Les Américains grands gagnants
En vertu du Partenariat transpacifique (PTP), le Canada concède plus de 3 % de son marché laitier. Alors que cette ouverture bénéficiera aux États-Unis, plusieurs se demandent quelles concessions les Américains font-ils en retour.
Selon le PTP, les États-Unis accordent une série de contingents tarifaires, dont 18 000 tonnes de fromages, aux termes des cinq premières années de l’entente. « Ce ne sont pas des accès équivalents aux nôtres. Ça reste des niches », résume François Dumontier, conseiller aux relations publiques et gouvernementales aux Producteurs de lait du Québec (PLQ). En contrepartie, le gouvernement canadien attribue un accès supplémentaire à 14 500 tonnes de fromages, dans un marché environ 10 fois moins important que celui des États-Unis. Avant la signature du PTP, le Canada importait davantage de produits laitiers que les États-Unis. Selon les chiffres des PLQ, les importations occupent déjà 8 % du marché canadien. De cette proportion, 78 % des produits proviennent des États-Unis.
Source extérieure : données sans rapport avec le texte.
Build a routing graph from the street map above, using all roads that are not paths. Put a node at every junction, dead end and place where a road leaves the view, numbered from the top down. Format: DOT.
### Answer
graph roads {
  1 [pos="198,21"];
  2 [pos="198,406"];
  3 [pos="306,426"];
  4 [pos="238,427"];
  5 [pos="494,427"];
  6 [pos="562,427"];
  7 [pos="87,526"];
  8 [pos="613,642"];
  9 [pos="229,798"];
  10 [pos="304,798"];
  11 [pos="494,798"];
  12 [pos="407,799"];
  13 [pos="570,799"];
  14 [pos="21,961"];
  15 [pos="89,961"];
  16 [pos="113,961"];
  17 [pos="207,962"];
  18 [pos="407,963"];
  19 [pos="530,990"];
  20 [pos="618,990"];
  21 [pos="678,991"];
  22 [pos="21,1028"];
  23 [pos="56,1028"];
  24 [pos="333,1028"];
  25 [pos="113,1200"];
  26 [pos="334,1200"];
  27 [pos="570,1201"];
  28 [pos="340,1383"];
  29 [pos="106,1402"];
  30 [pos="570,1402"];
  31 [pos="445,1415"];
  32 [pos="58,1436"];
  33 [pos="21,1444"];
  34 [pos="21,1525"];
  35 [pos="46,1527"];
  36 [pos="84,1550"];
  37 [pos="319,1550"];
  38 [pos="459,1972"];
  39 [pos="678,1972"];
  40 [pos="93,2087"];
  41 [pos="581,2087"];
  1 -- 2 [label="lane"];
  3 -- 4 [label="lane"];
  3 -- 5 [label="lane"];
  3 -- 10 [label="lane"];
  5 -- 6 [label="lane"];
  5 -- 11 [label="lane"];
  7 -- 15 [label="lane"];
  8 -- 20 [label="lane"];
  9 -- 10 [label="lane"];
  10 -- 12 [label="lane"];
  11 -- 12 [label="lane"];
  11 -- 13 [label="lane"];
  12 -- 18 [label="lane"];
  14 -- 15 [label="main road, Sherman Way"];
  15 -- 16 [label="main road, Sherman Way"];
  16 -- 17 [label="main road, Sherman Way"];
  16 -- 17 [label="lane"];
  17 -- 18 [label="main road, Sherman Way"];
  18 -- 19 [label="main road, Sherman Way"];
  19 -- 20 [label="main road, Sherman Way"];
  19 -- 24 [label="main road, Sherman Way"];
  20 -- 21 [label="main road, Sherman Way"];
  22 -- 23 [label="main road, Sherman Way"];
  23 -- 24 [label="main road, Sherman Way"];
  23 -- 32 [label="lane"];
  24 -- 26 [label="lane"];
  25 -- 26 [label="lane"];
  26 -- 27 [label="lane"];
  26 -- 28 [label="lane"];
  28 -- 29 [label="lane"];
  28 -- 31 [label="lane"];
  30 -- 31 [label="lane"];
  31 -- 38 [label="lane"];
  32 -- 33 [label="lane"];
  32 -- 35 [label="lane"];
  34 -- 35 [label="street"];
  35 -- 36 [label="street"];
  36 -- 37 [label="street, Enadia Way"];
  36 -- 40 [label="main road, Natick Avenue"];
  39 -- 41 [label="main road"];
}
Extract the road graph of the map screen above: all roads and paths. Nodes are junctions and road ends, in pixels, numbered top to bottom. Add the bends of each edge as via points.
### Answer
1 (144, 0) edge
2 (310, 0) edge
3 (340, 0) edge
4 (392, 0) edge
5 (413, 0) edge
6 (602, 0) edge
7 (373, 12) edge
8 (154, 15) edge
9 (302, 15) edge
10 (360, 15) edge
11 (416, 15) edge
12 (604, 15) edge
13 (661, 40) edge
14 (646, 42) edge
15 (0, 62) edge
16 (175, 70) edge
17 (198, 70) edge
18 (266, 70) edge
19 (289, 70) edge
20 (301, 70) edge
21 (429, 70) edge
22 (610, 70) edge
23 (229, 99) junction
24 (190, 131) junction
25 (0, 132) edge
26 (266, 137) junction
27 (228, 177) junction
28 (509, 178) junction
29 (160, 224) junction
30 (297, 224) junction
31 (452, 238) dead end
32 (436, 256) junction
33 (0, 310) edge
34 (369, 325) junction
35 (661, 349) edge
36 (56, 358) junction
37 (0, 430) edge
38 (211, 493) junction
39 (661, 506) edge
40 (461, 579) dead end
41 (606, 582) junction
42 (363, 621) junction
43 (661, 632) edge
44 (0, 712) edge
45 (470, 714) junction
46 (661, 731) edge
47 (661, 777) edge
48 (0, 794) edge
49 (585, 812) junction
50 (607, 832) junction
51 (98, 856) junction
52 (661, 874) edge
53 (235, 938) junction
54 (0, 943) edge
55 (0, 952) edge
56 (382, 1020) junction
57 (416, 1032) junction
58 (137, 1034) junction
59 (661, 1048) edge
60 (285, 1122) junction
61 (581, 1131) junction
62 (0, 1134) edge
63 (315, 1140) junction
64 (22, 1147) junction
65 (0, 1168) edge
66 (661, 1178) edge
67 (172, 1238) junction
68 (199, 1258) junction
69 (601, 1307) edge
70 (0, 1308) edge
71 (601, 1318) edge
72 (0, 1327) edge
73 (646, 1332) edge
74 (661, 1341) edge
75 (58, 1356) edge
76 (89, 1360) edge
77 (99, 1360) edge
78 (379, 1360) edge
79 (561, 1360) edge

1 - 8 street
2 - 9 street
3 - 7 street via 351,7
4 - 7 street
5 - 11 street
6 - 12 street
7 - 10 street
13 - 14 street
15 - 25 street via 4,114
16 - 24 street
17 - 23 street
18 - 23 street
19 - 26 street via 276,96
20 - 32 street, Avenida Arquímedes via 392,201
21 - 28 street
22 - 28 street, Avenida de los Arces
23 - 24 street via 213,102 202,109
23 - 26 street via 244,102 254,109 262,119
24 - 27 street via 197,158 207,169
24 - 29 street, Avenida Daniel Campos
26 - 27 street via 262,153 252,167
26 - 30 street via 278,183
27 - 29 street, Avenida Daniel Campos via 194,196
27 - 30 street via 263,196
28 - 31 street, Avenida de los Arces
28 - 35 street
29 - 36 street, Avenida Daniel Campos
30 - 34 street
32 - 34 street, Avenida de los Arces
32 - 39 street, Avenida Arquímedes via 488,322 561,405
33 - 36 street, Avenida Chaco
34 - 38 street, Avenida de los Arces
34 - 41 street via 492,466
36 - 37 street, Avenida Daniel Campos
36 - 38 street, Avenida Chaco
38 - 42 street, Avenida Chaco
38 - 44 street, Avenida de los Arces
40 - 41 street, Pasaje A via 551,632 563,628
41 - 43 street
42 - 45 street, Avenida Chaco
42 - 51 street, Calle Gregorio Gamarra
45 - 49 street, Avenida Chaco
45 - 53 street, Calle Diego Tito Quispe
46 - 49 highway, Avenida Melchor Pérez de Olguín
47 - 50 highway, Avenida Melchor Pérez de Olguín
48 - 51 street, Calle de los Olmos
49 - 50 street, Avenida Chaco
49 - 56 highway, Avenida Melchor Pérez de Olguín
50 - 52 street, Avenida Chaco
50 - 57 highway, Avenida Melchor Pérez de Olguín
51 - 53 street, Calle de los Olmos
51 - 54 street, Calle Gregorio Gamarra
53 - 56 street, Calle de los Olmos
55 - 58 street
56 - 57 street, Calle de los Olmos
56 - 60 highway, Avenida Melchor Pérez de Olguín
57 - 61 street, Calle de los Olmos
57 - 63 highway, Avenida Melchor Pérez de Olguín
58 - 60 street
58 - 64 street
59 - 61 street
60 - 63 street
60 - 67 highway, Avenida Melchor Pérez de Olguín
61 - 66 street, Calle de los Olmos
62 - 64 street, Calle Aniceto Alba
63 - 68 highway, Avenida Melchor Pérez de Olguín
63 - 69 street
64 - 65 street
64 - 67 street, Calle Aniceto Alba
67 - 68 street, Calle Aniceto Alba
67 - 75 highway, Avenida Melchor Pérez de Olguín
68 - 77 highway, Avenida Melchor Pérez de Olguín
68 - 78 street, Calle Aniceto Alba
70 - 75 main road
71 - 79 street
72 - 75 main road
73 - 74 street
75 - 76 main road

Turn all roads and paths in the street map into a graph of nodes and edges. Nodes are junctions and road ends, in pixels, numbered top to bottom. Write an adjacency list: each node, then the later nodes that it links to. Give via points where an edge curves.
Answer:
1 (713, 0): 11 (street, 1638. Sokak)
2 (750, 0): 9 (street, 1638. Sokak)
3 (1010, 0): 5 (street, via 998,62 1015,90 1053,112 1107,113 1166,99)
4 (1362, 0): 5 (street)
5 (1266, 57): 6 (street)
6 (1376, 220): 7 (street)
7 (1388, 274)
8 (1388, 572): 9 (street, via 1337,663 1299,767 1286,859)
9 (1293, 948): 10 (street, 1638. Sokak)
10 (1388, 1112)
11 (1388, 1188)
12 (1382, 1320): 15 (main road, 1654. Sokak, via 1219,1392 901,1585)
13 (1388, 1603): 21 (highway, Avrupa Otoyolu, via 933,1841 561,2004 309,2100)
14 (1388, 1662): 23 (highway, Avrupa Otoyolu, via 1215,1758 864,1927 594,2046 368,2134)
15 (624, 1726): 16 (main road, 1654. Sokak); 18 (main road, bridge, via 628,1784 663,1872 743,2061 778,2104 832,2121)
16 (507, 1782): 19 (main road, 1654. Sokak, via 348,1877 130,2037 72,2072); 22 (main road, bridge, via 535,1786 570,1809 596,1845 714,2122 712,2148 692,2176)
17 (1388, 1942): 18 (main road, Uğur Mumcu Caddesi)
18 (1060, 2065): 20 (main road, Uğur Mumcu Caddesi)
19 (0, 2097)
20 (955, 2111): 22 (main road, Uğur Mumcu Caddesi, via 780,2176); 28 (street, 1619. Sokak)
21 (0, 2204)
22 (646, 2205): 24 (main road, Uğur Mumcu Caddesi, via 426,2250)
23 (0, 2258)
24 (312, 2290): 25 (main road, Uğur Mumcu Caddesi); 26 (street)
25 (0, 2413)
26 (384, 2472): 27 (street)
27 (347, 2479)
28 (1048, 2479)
De leur côté, nos voisins du Sud importent 3 % de leurs besoins.
M. Dumontier rappelle que le principal outil de protection des Américains, les subventions, n’est pas sur la table. Selon les années, le budget versé en subventions directes aux producteurs laitiers des États-Unis a varié entre 200 M$ US et 1,3 G$ US.
Par opposition, les producteurs canadiens sous gestion de l’offre ne touchent aucune subvention.
Coût de production
Une récente étude conduite par le Boston Consulting Group (BCG) pour le compte d’Agropur souligne la menace que représentent les États-Unis. À moins de 250 km de la frontière se trouve un potentiel d’approvisionnement de 960 000 vaches laitières américaines, soit l’équivalent de tout le cheptel canadien, à un coût comptant de production de 10 % à 23 % plus bas qu’au Canada et par des fermes largement moins endettées qu’ici. Le voisin américain compte environ 200 usines de transformation laitière à moins de 500 km du Canada. Ces usines misent sur des coûts de main- d’oeuvre moins élevés et des économies d’échelle dues à leur plus grande taille.
Raz de marée?
Un chercheur de l’Université Cornell, Andrew Novakovic, prédit que l’industrie laitière américaine pourrait inonder le marché canadien. « Même si le Canada n’a concédé aux importations que 3,25 % de son marché laitier, cela représente une toute nouvelle opportunité pour les ÉtatsUnis de développer des relations d’affaires avec les transformateurs canadiens et de gagner la confiance des consommateurs. Cette opportunité sera offerte à toutes les entreprises laitières américaines, mais sera particulièrement alléchante pour celles des États limitrophes, comme New York », croit-il.
Main-d’oeuvre
Les producteurs de lait américains craignent de voir leur coût de production exploser. La National Milk Producers Federation (NMPF) assure qu’une réforme trop sévère de l’immigration mettrait à risque l’emploi de travailleurs étrangers dans les fermes. À l’heure actuelle, la moitié de la main-d’oeuvre laitière des États-Unis est constituée de travailleurs étrangers. L’interdiction de recourir à ces employés pourrait faire doubler le prix du lait au détail et occasionner des pertes de 32 G$ pour l’économie américaine, révèle une étude de l’Université Texas A&M. « Les producteurs laitiers ont essayé désespérément de recruter des travailleurs américains, avec peu de succès, et ce, en dépit d’un revenu moyen bien audessus du salaire minimum aux ÉtatsUnis », s’est défendu Randy Mooney, membre du conseil d’administration de la NMPF. Le Congrès américain ne s’est toujours pas prononcé sur la réforme de l’immigration.